Matiss Groskaufmanis:

“The aim of the Citizens as Customers studio is to examine and reinvent the ‘microrayon’ — not as a product (an apartment block or a master plan), but as an outcome for sustainable quality of the customer’s life. Originally a Soviet concept for accommodating working classes on a large scale, today “the microrayon” has a different meaning. We research this meaning from a customer-centric perspective, using an activity cycle methodology. The lifespan of the customer’s relationship to the ‘microrayon’ is mapped out in a continuous loop — from planning and purchasing an apartment to everyday life and maintenance, followed by renovation and an eventual move to another home. Each of these phases is studied in detail in order to find ‘value gaps’ — things, procedures and services that are done poorly, unreasonably costly, ineffectively, or not done at all. Distilled ‘value gaps’ are then consolidated into main points of inefficiencies of the system — deteriorating quality of housing stock, devalued concept of affordability, lack of real choice, absence of long term planning and other conditions that are driving costs and posing not-so-far-in-the-future threats not only for the customer but also the society and the state. Now, the results of the customer activity cycle mapping are used towards developing a model for sustainable quality of life where housing is only a part.

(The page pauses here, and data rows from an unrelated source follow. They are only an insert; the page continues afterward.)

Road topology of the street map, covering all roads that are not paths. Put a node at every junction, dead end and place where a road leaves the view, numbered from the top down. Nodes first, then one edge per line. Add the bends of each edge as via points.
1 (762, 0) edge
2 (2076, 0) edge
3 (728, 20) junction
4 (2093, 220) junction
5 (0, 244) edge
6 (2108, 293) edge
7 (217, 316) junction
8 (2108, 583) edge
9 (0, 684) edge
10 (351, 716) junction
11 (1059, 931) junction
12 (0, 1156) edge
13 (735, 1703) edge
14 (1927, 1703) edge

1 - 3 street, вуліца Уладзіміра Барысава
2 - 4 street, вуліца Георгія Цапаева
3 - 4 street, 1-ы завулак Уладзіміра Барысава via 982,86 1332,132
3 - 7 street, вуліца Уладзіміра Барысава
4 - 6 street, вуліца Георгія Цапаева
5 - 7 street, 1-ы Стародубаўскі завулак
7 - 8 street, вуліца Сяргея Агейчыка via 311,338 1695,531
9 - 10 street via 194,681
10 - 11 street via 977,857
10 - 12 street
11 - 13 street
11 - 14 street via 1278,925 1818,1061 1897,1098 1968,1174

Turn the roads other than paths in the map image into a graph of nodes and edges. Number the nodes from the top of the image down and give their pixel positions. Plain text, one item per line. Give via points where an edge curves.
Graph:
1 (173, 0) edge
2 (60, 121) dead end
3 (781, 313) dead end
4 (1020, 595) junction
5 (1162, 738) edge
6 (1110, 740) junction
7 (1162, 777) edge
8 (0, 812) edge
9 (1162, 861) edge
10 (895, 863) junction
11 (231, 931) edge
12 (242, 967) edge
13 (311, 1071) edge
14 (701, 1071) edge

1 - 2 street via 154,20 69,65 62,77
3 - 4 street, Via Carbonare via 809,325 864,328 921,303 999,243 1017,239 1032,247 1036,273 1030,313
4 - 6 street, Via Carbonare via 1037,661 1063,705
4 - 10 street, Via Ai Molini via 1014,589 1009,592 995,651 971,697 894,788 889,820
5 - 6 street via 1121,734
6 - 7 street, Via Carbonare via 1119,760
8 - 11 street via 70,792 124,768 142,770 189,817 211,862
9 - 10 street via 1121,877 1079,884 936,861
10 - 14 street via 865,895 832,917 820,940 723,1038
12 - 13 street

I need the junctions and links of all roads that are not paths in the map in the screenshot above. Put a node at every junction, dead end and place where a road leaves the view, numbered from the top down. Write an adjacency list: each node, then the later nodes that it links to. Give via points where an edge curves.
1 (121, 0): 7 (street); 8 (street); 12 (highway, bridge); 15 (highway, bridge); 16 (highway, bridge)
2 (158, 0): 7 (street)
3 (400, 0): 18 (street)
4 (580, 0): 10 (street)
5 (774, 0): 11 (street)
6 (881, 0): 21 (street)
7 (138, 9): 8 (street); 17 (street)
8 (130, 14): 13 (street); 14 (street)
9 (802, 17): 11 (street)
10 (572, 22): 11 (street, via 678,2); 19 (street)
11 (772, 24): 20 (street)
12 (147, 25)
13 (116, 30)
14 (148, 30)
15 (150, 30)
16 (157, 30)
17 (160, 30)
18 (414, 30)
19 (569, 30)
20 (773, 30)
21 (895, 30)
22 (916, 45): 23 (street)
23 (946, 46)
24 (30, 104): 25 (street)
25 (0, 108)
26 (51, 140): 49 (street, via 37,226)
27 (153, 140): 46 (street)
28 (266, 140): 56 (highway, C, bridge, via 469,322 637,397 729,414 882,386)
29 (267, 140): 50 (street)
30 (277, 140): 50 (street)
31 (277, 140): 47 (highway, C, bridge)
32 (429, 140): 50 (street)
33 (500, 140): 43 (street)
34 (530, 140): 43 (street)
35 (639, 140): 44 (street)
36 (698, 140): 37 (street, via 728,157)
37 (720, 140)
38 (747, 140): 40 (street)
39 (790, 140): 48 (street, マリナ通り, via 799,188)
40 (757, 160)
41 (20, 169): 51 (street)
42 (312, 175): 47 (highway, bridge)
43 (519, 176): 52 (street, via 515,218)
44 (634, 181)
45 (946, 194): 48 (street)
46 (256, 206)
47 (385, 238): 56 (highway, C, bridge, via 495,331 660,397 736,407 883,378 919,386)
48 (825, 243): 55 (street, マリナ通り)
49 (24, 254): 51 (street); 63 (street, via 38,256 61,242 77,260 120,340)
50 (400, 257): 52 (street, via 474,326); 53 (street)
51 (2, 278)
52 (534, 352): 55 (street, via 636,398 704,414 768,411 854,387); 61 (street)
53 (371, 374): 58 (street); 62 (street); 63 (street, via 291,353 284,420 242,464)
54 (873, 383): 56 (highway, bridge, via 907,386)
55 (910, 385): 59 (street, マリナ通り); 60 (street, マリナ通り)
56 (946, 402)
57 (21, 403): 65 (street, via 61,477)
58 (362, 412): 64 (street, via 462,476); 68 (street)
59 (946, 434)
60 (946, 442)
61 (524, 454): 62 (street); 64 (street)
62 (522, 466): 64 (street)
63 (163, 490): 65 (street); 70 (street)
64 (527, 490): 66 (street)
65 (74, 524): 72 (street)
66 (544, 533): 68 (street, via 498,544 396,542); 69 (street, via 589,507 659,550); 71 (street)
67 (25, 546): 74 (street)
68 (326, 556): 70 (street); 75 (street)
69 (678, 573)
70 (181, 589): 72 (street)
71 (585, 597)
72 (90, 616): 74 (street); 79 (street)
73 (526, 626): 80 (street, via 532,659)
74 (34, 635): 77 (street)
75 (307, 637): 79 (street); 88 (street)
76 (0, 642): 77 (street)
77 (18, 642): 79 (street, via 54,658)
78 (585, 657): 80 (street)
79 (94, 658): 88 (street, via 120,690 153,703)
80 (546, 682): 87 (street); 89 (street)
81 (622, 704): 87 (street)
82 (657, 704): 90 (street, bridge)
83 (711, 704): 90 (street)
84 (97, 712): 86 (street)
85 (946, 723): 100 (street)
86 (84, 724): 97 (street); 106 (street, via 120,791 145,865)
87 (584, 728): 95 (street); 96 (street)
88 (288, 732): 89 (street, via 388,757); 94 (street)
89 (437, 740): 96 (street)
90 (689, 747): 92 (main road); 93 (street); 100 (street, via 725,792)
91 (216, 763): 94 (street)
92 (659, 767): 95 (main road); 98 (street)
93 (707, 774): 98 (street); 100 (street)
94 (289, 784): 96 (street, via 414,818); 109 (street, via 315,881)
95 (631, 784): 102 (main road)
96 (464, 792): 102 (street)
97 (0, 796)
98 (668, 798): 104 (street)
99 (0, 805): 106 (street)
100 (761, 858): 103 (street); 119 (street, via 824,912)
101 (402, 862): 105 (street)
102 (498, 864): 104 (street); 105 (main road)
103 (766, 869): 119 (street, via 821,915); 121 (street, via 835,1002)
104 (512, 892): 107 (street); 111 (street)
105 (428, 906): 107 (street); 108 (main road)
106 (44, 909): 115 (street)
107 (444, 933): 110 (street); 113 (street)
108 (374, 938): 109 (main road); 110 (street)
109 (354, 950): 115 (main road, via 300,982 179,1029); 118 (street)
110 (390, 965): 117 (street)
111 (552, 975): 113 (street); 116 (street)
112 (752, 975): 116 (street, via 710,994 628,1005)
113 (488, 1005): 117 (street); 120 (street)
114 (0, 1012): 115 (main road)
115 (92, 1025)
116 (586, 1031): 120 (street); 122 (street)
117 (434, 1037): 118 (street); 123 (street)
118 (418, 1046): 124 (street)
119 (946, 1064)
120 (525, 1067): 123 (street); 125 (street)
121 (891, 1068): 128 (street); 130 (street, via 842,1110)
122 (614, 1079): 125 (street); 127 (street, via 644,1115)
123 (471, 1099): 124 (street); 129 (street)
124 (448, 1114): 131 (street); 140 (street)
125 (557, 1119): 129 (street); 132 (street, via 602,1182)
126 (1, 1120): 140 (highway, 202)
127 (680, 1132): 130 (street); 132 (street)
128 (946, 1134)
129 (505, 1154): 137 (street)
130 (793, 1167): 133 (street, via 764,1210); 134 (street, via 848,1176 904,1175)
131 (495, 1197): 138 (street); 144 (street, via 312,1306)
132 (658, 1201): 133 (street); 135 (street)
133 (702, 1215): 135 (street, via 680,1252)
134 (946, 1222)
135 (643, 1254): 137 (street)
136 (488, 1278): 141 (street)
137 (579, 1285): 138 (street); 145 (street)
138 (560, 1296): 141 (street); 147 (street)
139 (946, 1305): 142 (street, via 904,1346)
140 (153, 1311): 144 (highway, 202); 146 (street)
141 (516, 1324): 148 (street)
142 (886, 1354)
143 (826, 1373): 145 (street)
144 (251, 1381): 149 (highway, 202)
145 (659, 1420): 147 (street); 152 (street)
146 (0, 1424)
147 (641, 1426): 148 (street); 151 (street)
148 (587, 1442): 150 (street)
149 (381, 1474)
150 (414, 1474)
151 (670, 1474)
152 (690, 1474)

As for my research project, after collectively mapping out the constellation of business, politics, history and values that surround the ‘microrayon’, I finished my mid-term presentation by questioning to what extent unaffordable mortgages, along with a certain set of values, are limiting the residential mobility of customers. As a collective exercise, my research is part of the studio’s aim to question (and possibly plot an assassination of) the occurring inertia of the Soviet ‘microrayon’ that is still regarded as the ultimate model of life for most of the Russian urban population”.

Anastassia Sheveleva: 

“My part of the studio project was concentrated on the daily life of a microrayon’s residents. How do people create, manipulate, and re-appropriate microrayon spaces in order for them to meet people’s needs? What do people do in a microrayon on a daily basis and how do these activities relate to one another spatially? Basically, it’s an ongoing investigation on the ways in which a microrayon’s residents operate; it examines how the territory of a microrayon shapes people’s everyday lives and, in its turn, how everyday life shapes the territory”.

Alexander Novikov:

“I researched the planning stage of the microrayon cycle and found two big value gaps. The first value gap is a big group of gaps related to government (changes in legislation; inefficient regulatory environment; unpredictable delays in work of local administration authorities; bribes). The second value gap is the absence of the customer on the planning stage.

So, in my research project, I am trying to imagine a microrayon as a system of pre-approved planning decisions. The main idea is to skip gaps related to government and allow citizens become customers”.

Natalia Chamayeva:

“The topic of my research is part of a bigger work our studio has been doing as a group. Within this, I’m particularly interested in identifying alternatives for the existing model of mass housing in Moscow, as well as emerging trends in citizens’ behaviour and future value drivers”.